— EXERCISE —
Those lines of the records that contain "roads" are to be located and copied.

Saved entries:
%%
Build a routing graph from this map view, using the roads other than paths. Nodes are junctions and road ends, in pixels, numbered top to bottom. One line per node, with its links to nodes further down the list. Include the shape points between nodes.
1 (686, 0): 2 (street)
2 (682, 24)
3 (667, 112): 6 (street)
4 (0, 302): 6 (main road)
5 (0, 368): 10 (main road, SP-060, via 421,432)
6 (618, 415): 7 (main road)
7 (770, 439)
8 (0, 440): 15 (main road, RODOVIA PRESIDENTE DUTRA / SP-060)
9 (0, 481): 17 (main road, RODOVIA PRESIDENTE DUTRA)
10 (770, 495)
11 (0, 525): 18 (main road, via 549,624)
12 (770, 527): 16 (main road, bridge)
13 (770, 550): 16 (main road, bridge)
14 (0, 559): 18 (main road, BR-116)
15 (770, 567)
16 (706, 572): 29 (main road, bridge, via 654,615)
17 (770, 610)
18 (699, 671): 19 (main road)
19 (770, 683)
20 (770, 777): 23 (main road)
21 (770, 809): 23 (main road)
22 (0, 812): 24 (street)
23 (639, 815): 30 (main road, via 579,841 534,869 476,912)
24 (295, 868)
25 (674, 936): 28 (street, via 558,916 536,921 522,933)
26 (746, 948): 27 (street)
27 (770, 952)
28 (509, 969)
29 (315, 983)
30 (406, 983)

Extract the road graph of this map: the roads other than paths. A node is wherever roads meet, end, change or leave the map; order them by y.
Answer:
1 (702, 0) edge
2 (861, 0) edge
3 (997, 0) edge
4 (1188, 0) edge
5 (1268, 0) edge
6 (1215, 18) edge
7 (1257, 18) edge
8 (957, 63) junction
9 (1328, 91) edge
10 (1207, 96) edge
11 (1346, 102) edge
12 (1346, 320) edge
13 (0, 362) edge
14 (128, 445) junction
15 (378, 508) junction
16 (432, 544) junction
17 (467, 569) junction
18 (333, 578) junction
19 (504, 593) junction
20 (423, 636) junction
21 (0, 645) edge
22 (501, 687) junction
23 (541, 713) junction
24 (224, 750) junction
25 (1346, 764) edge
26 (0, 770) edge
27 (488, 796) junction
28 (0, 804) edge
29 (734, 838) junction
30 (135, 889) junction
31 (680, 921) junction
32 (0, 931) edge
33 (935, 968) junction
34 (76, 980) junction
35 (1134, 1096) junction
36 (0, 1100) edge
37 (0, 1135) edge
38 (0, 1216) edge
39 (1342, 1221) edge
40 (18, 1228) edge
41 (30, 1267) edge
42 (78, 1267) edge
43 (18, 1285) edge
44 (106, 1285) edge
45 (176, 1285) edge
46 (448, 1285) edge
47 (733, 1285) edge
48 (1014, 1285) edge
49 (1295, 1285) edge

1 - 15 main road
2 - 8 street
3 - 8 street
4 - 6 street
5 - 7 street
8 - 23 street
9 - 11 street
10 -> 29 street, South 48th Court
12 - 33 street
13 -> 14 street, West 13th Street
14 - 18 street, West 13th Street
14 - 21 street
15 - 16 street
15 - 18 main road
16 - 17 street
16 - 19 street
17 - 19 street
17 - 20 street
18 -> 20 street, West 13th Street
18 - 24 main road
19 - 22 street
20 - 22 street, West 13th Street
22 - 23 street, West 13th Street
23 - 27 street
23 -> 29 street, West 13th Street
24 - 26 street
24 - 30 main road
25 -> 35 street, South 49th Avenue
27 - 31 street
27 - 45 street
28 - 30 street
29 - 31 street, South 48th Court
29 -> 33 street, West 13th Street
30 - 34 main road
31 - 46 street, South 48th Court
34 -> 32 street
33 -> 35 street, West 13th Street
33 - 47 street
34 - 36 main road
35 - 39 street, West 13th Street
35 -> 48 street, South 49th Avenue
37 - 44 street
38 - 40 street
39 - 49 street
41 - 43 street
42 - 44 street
%%
— RESULT FOR THIS TASK —
Build a routing graph from this map view, using the roads other than paths. Nodes are junctions and road ends, in pixels, numbered top to bottom. One line per node, with its links to nodes further down the list. Include the shape points between nodes.
Extract the road graph of this map: the roads other than paths. A node is wherever roads meet, end, change or leave the map; order them by y.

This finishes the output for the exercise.